## Recorded information:

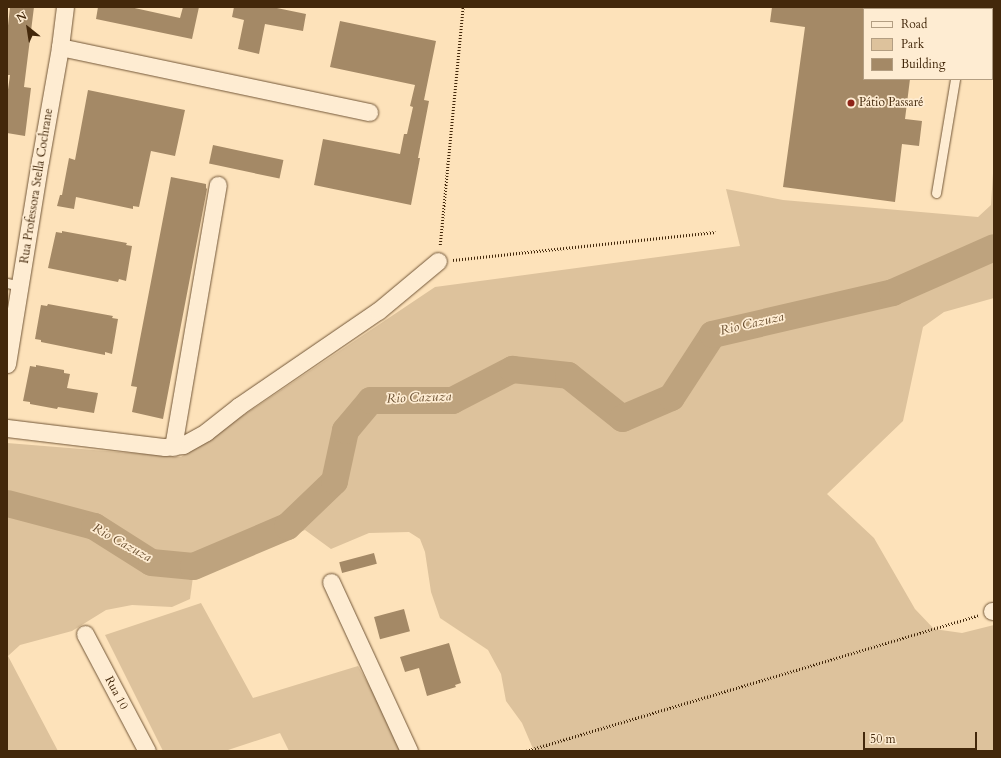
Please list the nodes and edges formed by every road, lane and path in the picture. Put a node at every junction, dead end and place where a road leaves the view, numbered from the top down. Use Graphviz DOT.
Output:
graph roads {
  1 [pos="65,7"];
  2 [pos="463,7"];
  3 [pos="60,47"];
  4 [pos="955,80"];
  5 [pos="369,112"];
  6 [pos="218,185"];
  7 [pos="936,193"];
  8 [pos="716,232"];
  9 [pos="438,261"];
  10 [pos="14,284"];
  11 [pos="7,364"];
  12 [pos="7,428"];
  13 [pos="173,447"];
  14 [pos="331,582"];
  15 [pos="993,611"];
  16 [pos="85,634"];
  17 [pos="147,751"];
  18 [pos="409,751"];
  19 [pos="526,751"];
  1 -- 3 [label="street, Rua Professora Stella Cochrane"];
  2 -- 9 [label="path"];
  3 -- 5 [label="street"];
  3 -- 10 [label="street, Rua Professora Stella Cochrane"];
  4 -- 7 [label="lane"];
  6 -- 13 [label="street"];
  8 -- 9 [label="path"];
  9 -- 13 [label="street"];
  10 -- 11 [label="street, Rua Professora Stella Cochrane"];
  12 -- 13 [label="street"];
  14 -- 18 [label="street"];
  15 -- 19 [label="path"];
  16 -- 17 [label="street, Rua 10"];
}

## Assignment:
Pictures do not belong in the copy. Output all of the records exactly.

## Answer area:
Please list the nodes and edges formed by every road, lane and path in the picture. Put a node at every junction, dead end and place where a road leaves the view, numbered from the top down. Use Graphviz DOT.
Output:
graph roads {
  1 [pos="65,7"];
  2 [pos="463,7"];
  3 [pos="60,47"];
  4 [pos="955,80"];
  5 [pos="369,112"];
  6 [pos="218,185"];
  7 [pos="936,193"];
  8 [pos="716,232"];
  9 [pos="438,261"];
  10 [pos="14,284"];
  11 [pos="7,364"];
  12 [pos="7,428"];
  13 [pos="173,447"];
  14 [pos="331,582"];
  15 [pos="993,611"];
  16 [pos="85,634"];
  17 [pos="147,751"];
  18 [pos="409,751"];
  19 [pos="526,751"];
  1 -- 3 [label="street, Rua Professora Stella Cochrane"];
  2 -- 9 [label="path"];
  3 -- 5 [label="street"];
  3 -- 10 [label="street, Rua Professora Stella Cochrane"];
  4 -- 7 [label="lane"];
  6 -- 13 [label="street"];
  8 -- 9 [label="path"];
  9 -- 13 [label="street"];
  10 -- 11 [label="street, Rua Professora Stella Cochrane"];
  12 -- 13 [label="street"];
  14 -- 18 [label="street"];
  15 -- 19 [label="path"];
  16 -- 17 [label="street, Rua 10"];
}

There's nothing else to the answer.